» **Data in this exercise**:
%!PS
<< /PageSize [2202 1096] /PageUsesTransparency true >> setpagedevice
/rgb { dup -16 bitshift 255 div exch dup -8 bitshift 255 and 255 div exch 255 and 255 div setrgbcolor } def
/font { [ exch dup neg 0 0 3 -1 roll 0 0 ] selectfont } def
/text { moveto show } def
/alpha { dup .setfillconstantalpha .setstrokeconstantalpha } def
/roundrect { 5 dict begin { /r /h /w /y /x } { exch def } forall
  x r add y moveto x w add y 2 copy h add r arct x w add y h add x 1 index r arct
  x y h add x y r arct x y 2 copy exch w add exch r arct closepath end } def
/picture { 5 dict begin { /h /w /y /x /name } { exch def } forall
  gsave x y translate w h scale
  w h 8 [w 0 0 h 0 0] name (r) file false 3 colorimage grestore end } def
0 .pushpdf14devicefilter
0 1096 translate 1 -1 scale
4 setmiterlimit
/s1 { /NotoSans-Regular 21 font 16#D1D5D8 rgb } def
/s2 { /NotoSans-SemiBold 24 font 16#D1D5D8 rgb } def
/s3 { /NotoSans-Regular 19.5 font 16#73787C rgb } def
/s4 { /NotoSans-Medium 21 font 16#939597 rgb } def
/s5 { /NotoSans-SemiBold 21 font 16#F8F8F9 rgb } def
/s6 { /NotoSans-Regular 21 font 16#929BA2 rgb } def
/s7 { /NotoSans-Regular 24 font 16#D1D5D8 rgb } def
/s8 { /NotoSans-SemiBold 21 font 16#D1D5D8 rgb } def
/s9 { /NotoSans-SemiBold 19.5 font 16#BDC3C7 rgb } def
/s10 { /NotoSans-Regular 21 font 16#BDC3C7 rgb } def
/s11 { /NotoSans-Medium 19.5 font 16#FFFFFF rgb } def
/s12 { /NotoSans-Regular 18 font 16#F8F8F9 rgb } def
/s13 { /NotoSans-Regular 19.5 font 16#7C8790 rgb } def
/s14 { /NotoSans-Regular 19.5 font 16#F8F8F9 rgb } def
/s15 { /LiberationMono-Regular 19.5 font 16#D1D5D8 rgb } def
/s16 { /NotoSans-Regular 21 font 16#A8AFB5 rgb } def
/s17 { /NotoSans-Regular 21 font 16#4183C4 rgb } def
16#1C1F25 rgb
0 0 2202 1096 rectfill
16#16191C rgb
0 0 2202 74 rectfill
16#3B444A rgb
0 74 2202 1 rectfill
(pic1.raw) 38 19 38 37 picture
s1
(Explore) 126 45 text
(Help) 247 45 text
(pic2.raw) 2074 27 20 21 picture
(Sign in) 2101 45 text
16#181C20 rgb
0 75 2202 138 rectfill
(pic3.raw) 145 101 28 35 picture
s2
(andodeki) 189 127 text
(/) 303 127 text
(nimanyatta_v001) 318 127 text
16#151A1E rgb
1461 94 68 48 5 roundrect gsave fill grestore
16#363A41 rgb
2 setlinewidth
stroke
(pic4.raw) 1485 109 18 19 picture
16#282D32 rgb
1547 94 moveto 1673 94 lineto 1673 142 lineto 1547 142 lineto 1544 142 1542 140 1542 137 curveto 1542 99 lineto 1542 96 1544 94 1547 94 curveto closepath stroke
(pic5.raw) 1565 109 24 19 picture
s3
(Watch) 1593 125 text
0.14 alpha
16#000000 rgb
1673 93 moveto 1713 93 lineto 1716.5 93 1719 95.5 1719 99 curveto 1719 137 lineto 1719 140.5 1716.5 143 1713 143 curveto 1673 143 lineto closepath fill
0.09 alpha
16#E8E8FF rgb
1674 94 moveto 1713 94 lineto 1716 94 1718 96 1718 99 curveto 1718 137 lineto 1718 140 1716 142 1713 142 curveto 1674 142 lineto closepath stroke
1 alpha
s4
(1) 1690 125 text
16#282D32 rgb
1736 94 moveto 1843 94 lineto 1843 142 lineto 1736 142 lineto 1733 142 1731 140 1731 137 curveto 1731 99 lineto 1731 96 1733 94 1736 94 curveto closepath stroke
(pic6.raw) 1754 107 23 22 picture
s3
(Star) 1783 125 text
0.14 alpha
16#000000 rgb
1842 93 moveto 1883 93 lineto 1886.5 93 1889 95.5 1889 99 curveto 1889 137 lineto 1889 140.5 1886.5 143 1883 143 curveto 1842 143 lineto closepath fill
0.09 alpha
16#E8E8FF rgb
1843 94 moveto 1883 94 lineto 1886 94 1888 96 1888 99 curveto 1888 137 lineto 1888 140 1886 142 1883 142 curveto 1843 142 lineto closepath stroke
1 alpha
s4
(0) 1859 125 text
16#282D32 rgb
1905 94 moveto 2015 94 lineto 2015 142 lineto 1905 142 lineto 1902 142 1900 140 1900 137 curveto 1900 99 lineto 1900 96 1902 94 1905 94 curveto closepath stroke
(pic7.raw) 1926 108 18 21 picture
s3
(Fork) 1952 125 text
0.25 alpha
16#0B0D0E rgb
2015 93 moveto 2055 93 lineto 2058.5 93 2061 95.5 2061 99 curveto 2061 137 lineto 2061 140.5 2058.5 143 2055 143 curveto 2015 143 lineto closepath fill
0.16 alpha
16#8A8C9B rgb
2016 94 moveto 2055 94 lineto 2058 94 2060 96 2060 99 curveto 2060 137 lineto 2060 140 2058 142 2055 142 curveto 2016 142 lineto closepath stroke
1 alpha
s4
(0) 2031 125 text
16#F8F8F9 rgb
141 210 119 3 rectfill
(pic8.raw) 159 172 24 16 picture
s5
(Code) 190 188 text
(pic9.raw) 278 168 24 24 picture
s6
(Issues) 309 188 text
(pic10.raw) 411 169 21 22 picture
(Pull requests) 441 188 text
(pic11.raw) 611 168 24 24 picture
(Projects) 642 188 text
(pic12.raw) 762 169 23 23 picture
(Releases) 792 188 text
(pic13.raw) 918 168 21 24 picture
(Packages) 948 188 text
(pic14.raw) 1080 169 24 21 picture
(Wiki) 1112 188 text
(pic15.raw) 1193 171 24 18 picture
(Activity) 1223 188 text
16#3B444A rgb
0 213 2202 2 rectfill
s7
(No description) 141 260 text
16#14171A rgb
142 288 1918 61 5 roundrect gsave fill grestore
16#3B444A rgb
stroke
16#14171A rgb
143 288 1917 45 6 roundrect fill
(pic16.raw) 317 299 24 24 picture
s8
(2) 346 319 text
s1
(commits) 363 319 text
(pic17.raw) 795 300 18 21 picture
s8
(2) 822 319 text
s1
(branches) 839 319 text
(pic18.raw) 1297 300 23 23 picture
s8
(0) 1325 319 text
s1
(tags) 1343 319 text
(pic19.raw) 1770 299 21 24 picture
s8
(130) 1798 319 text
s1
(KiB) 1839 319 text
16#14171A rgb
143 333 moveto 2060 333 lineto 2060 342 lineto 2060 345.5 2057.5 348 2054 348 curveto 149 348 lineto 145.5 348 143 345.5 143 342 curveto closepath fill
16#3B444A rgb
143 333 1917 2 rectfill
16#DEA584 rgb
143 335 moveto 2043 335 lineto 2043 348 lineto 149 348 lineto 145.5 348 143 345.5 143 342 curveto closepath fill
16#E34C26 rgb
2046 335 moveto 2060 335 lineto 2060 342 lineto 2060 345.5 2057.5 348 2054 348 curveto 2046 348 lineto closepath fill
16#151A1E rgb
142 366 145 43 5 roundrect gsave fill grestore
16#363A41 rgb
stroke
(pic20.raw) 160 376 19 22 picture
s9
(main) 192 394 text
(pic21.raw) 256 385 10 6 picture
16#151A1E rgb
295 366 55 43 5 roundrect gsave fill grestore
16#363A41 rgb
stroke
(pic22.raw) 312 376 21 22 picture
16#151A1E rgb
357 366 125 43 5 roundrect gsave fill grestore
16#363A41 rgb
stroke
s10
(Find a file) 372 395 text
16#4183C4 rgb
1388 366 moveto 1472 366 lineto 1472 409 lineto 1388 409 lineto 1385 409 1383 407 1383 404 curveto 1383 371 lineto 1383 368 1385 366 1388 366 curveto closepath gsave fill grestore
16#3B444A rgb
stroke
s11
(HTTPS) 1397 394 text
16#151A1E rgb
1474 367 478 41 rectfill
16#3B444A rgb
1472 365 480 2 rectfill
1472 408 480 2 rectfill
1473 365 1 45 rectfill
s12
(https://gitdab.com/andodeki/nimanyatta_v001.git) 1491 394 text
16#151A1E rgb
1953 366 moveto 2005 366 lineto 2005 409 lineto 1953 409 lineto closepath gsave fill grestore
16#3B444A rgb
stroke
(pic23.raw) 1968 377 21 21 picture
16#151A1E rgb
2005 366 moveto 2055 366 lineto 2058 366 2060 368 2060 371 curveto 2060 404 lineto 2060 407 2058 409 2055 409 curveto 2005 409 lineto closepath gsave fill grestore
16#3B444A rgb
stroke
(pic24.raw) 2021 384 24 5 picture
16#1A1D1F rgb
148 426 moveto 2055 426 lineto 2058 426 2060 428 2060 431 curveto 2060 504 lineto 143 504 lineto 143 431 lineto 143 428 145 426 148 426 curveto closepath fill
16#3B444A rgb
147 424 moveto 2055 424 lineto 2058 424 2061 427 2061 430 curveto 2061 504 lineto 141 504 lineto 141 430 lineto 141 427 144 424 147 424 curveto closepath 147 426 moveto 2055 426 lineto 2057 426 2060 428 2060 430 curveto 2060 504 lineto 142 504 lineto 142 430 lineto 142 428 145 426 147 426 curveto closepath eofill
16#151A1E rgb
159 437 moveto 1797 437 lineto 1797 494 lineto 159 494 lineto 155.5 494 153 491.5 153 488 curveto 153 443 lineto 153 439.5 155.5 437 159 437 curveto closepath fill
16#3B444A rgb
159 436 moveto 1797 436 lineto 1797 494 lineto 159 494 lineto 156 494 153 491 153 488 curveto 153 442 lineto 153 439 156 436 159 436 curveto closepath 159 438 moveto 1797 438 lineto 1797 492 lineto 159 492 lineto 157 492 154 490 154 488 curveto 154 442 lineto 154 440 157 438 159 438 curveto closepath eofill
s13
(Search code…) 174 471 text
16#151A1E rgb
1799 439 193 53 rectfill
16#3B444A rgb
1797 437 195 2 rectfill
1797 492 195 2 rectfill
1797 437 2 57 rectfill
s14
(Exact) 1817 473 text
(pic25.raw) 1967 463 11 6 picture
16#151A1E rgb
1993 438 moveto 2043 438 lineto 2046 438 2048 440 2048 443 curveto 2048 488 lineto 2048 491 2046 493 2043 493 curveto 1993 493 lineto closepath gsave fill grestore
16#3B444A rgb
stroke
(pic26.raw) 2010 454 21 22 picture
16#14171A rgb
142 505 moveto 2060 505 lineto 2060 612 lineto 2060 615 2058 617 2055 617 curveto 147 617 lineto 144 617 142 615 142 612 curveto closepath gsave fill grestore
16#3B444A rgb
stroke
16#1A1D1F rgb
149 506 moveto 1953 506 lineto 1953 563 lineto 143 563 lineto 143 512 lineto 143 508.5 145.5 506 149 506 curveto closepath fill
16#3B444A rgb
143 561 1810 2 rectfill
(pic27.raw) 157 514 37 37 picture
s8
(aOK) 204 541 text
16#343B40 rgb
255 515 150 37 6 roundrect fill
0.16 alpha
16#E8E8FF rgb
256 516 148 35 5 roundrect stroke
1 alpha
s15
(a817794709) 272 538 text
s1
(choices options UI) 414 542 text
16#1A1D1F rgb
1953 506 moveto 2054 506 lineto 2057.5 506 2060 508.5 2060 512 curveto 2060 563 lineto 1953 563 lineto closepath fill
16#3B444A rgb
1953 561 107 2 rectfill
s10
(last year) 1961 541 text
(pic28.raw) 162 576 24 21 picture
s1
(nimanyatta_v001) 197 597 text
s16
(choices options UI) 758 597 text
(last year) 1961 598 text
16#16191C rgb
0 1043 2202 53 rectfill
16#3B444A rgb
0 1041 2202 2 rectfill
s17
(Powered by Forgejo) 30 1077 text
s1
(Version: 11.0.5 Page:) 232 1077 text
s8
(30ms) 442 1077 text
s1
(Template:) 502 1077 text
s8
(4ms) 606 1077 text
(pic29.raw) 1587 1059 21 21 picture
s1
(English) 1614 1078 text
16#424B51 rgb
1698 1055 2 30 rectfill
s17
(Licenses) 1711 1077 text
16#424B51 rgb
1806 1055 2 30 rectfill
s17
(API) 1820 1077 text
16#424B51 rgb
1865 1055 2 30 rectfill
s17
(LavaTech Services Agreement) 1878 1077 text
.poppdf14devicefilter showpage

» **Assignment**: The reply should hold only the lines from the beginning of the listing to the line with "gsave x y translate w h scale", both ends included, unchanged.

» **Result**:
%!PS
<< /PageSize [2202 1096] /PageUsesTransparency true >> setpagedevice
/rgb { dup -16 bitshift 255 div exch dup -8 bitshift 255 and 255 div exch 255 and 255 div setrgbcolor } def
/font { [ exch dup neg 0 0 3 -1 roll 0 0 ] selectfont } def
/text { moveto show } def
/alpha { dup .setfillconstantalpha .setstrokeconstantalpha } def
/roundrect { 5 dict begin { /r /h /w /y /x } { exch def } forall
  x r add y moveto x w add y 2 copy h add r arct x w add y h add x 1 index r arct
  x y h add x y r arct x y 2 copy exch w add exch r arct closepath end } def
/picture { 5 dict begin { /h /w /y /x /name } { exch def } forall
  gsave x y translate w h scale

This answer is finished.